Un nouveau pape vient d’être élu. C’est un Français qui entend réformer la Curie. Mais les cardinaux lui annoncent que les caisses sont vides. Pour financer son premier voyage à l’étranger, il faut lever des fonds privés. Une chef de cartel agenaise, productrice de pruneaux, installée au Mexique, se propose pour organiser la venue du pape.

Papamobile est arrivé sur les écrans avec une réputation sulfureuse… ou plutôt il n’y est pas arrivé. Car il n’a bénéficié le 13 août, en plein été, que d’une « sortie technique » dans quelques rares salles de six villes reculées de province : Avignon, Bagnoles-de-l’Orne, Saverne, Douvaine, Évian-les-Bains et Romans-sur-Isère… Une explication s’impose.

Tourné en 2023, le film n’a pas trouvé de distributeur. Son producteur, en conflit ouvert avec le réalisateur, a refusé d’investir les 200.000 euros nécessaires à sa promotion et à sa distribution. Mais pour vendre son film à OCS ou à Amazon Prime, qui en le mettant sur leur catalogue satisfont leurs obligations de production de films français, Papamobile devait au préalable satisfaire les conditions minimales de sortie en salles.

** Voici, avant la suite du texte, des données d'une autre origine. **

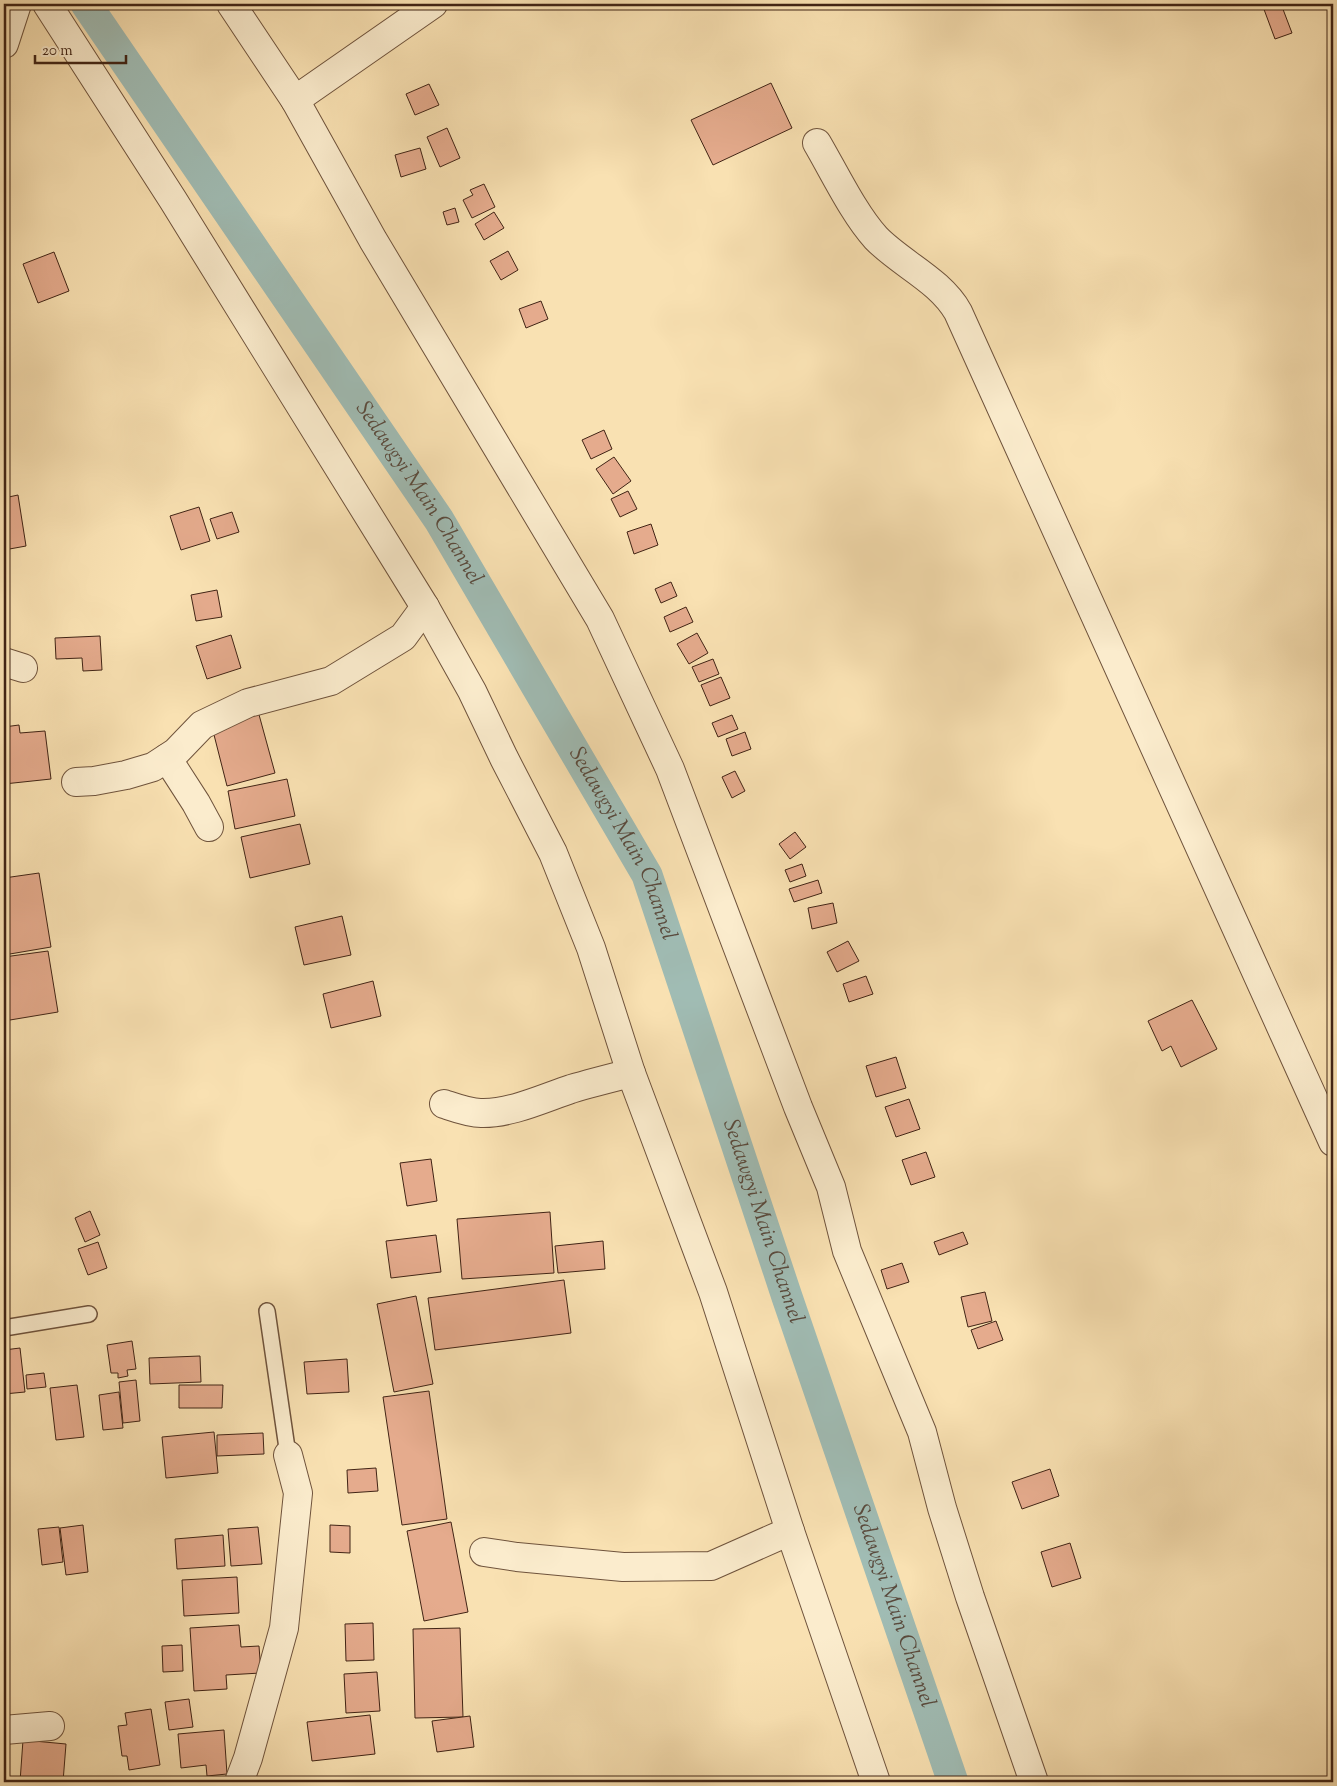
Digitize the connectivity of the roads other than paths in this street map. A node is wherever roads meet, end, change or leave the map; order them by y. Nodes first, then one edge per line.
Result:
1 (18, 4) edge
2 (47, 4) edge
3 (231, 4) edge
4 (433, 4) edge
5 (4, 44) edge
6 (295, 100) junction
7 (817, 143) dead end
8 (425, 607) junction
9 (167, 758) junction
10 (76, 782) dead end
11 (210, 827) dead end
12 (631, 1073) junction
13 (444, 1104) dead end
14 (1333, 1142) edge
15 (267, 1311) dead end
16 (89, 1314) dead end
17 (4, 1328) edge
18 (288, 1455) joint
19 (790, 1531) junction
20 (484, 1552) dead end
21 (50, 1726) dead end
22 (4, 1730) edge
23 (239, 1782) edge
24 (876, 1782) edge
25 (1034, 1782) edge

1 - 5 street
2 - 8 street
3 - 6 street
4 - 6 street
6 - 25 street
7 - 14 street
8 - 9 street
8 - 12 street
9 - 10 street
9 - 11 street
12 - 13 street
12 - 19 street
15 - 18 lane
16 - 17 lane
18 - 23 street
19 - 20 street
19 - 24 street
21 - 22 street

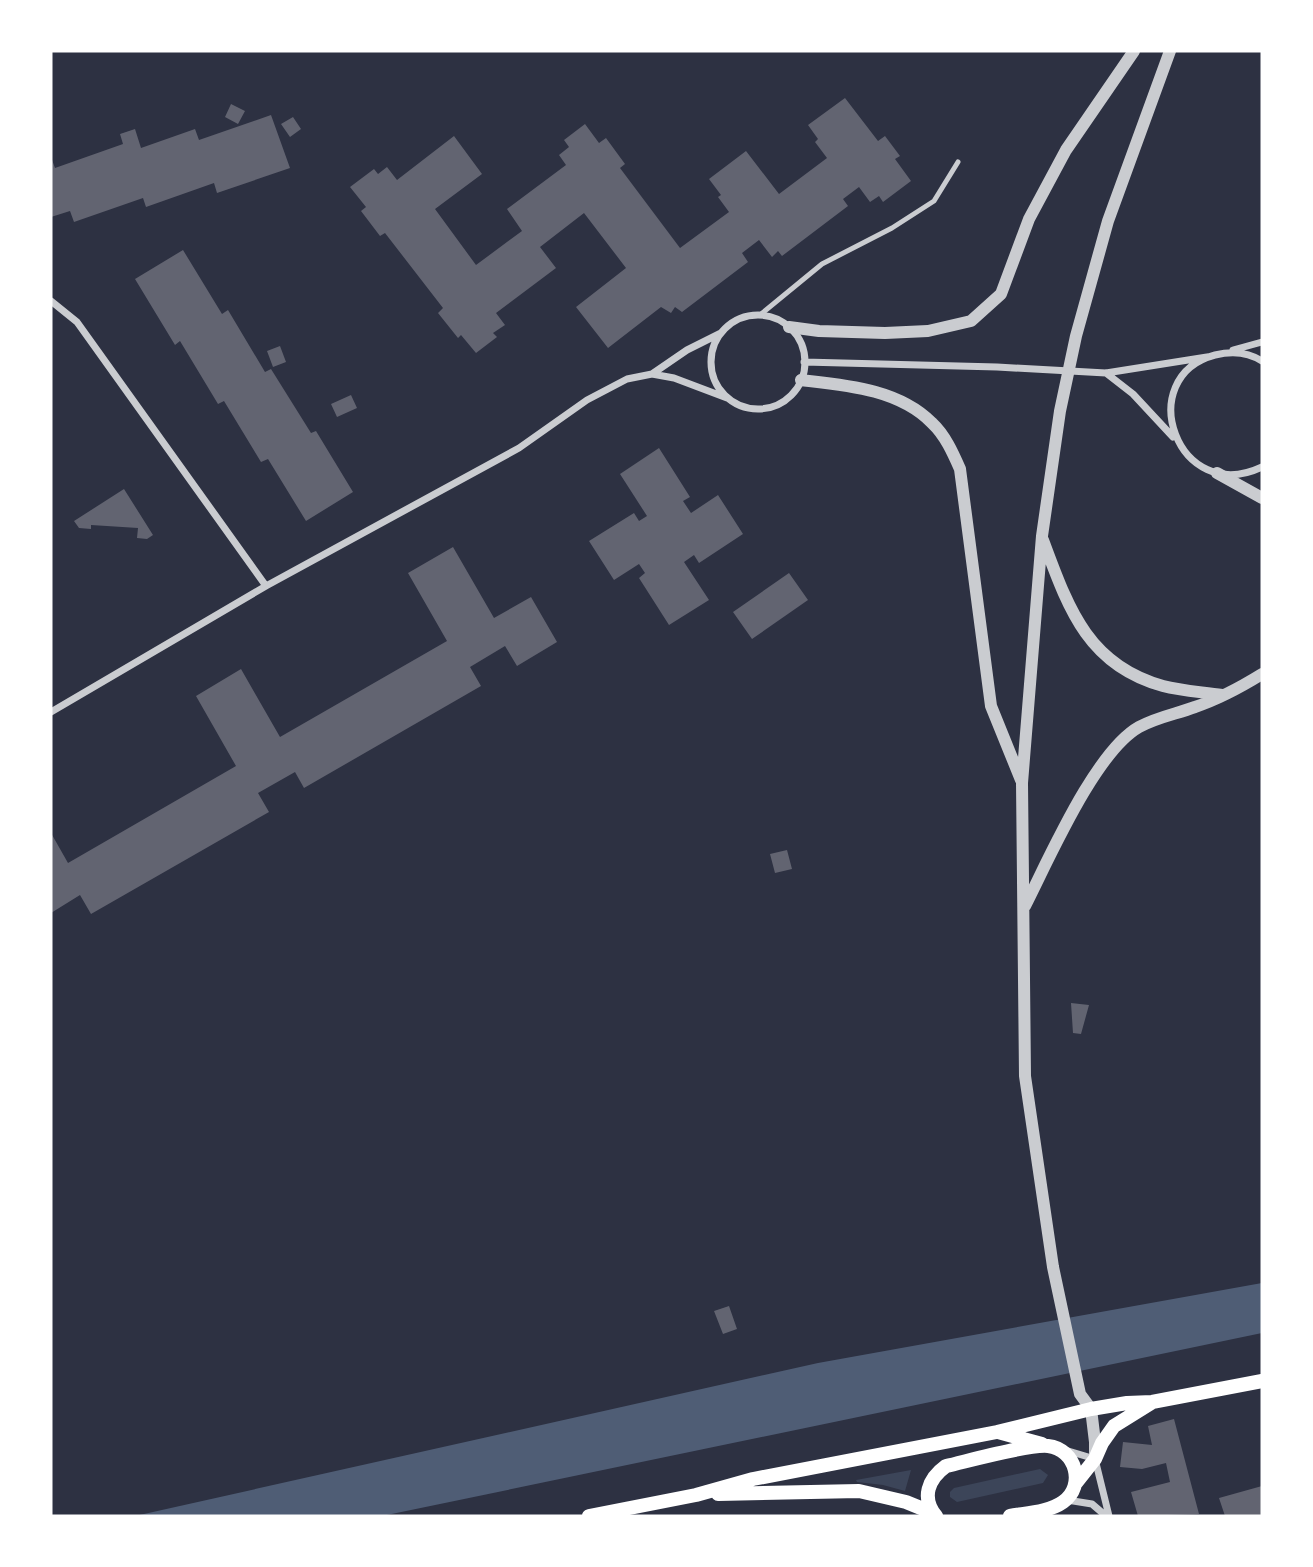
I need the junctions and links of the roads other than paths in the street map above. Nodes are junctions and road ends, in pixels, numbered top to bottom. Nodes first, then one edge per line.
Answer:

Pour voir Papamobile, je suis allé dans l’unique salle parisienne qui le diffuse, à l’unique séance de la semaine où il est programmé (les Franciliens pourront le voir aussi à Vitry et à Livry-Gargan à des horaires improbables). Je pense que la plupart des spectateurs étaient comme moi animés de la curiosité malsaine de voir le pire nanar de l’année.

Nous avons été servis ! Rien ne va dans cette comédie ratée. Ni le scénario faiblard, ni les gags pas drôles, ni les scènes d’action tournées à la va-vite, ni le jeu calamiteux des acteurs, à commencer par l’héroïne qui doit probablement son recrutement au seul fait qu’elle soit la conjointe du réalisateur. Kad Merad assure le service minimum, laissant parfois transparaître son désarroi à s’être embarqué dans pareille galère.

Si quelques spectateurs s’esclaffent, c’est pour se moquer des passages les plus ratés – et ils sont nombreux. Je prends le pari que Papamobile va devenir culte. On le regardera en disant que c’est le plus mauvais film, la comédie la plus ratée, réalisée depuis l’indépassable Attaque de la moussaka géante.